My case is a little bit specific. I'm trying to run a Python program using Python for testing purposes. The case is as follows:
# file1.py
print("Hello world")
# file1.test.py
import io
import sys
import os
import unittest
EXPECTED_OUTPUT = "Hello world"
class TestHello(unittest.TestCase):
def test_hello(self):
sio = io.StringIO()
sys.stdout = sio
os.system("python3 path/to/file1.py")
sys.stdout = sys.__stdout__
print("captured value:", sio.getvalue())
self.assertEqual(sio.getvalue(), EXPECTED_STDOUT)
if __name__ == "__main__":
unittest.main()
But nothing ends up in the sio
variable. This way and similar ways are introduced online but they don't seem to work for me. My Python version is 3.8.10
but it doesn't really matter if this works better in some other version, I can switch to that.

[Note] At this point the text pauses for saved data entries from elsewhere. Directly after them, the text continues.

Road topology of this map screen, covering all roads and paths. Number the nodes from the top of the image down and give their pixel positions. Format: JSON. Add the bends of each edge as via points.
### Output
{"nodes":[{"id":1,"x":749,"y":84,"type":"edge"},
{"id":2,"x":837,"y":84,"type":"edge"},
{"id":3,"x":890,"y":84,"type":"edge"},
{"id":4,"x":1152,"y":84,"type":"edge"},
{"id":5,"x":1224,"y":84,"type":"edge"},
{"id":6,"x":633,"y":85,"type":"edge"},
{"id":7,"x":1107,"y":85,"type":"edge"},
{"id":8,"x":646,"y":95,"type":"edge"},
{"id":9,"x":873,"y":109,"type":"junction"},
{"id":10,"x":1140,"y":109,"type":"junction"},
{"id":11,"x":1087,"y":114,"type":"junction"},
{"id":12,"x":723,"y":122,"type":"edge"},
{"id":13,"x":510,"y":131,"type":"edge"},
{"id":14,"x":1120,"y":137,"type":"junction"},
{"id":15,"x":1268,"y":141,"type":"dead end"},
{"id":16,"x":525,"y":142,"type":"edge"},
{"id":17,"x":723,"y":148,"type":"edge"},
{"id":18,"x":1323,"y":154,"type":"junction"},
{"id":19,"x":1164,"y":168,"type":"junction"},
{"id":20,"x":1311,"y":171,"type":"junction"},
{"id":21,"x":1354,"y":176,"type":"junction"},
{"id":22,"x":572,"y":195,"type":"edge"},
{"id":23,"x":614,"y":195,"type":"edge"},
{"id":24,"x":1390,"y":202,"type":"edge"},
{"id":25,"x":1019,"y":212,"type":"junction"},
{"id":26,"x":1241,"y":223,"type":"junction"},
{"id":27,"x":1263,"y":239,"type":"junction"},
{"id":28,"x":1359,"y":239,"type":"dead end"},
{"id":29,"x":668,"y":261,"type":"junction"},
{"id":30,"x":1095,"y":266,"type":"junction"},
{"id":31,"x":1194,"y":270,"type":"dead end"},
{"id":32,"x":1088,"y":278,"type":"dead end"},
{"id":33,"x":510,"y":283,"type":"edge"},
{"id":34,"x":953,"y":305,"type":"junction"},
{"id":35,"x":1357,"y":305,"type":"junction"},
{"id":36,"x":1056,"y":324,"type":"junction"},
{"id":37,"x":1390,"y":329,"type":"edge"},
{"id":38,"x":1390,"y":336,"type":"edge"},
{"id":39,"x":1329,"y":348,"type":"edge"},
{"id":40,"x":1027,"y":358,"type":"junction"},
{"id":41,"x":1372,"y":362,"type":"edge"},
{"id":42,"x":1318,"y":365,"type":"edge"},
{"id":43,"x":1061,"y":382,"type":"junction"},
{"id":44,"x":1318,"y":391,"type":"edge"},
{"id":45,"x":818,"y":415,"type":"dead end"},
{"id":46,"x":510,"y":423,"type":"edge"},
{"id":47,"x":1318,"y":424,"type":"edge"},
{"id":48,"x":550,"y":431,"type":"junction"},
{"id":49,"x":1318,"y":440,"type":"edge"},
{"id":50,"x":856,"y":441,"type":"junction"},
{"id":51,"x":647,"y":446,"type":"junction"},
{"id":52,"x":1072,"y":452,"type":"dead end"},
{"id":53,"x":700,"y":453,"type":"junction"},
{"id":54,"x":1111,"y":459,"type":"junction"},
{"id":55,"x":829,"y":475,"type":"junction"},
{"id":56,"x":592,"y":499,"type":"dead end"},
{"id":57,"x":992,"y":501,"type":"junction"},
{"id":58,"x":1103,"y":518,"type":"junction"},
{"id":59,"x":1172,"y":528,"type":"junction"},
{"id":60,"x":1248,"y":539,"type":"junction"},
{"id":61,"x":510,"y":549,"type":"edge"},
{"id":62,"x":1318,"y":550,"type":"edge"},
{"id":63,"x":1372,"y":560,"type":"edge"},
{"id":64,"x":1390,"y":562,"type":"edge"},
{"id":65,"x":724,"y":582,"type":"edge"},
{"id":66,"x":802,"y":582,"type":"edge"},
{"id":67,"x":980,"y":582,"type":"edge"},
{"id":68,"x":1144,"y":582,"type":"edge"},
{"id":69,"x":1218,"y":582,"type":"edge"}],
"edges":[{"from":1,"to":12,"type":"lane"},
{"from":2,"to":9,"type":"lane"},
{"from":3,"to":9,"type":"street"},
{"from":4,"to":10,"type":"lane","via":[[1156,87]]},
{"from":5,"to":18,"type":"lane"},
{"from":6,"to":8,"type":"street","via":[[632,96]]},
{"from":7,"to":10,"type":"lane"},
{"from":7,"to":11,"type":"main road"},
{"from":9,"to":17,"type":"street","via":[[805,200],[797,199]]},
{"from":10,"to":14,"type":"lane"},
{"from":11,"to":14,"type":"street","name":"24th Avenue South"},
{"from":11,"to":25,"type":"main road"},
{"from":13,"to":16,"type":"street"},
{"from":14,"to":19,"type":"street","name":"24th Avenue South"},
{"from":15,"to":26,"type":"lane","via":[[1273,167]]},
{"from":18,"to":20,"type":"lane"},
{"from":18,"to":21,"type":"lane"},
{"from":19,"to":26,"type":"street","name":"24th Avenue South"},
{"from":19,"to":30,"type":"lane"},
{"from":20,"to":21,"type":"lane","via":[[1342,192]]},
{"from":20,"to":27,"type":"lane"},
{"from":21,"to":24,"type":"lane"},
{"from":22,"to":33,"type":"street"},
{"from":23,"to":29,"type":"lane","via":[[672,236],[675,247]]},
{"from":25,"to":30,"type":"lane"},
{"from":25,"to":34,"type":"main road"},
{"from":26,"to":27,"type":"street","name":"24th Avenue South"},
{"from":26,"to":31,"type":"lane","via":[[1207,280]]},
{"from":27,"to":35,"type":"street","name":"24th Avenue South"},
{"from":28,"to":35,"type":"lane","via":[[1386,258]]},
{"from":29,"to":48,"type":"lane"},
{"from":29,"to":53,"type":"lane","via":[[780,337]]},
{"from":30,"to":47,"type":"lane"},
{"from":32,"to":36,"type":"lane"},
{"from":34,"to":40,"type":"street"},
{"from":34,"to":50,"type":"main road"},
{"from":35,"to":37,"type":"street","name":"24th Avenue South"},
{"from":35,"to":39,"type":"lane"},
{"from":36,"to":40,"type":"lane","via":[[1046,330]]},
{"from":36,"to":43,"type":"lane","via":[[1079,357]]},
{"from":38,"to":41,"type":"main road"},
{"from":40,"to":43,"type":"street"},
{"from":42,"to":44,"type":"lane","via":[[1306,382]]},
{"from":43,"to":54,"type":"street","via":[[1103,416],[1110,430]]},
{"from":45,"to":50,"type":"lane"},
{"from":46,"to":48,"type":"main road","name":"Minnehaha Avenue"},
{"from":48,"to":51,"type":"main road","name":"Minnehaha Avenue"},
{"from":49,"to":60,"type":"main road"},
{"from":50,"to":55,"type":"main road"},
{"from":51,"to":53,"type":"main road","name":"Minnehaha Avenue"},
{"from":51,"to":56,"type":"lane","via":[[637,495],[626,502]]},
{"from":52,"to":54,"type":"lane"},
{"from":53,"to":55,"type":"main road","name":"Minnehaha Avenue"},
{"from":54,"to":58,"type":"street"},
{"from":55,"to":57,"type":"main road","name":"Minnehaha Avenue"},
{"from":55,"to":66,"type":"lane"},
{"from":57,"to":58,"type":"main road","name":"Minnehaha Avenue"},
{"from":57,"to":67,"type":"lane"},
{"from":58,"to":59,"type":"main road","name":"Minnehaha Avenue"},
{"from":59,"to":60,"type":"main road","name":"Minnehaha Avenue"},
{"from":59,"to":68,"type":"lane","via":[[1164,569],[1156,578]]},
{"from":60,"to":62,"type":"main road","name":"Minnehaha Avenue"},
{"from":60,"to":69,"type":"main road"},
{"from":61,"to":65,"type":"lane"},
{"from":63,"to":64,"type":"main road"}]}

Note: I know that if I was using an importable object this might be easier, but right now I need to know how to catch the output of another file.
Thanks!
CodePudding user response:
stdout redirection does not work like this - this will change the stdout variable inside your Python process. But by using os.system
, you are running another process, that will re-use the same terminal pseudo-files your parent process is using.
If you want to log a subprocess, the way to do it is to use the subprocess
modules calls, which allow you to redirect the subprocess output. https://docs.python.org/3/library/subprocess.html
Also, the subprocess won't be able to use a StringIO object from the parent process (it is not an O.S. level object, just an in-process Python object with a write
method). The docs above include instructions about using the special object subprocess.PIPE
which allows for in-memory communication, or, you can just pass an ordinary filesystem file, which you can read afterwards.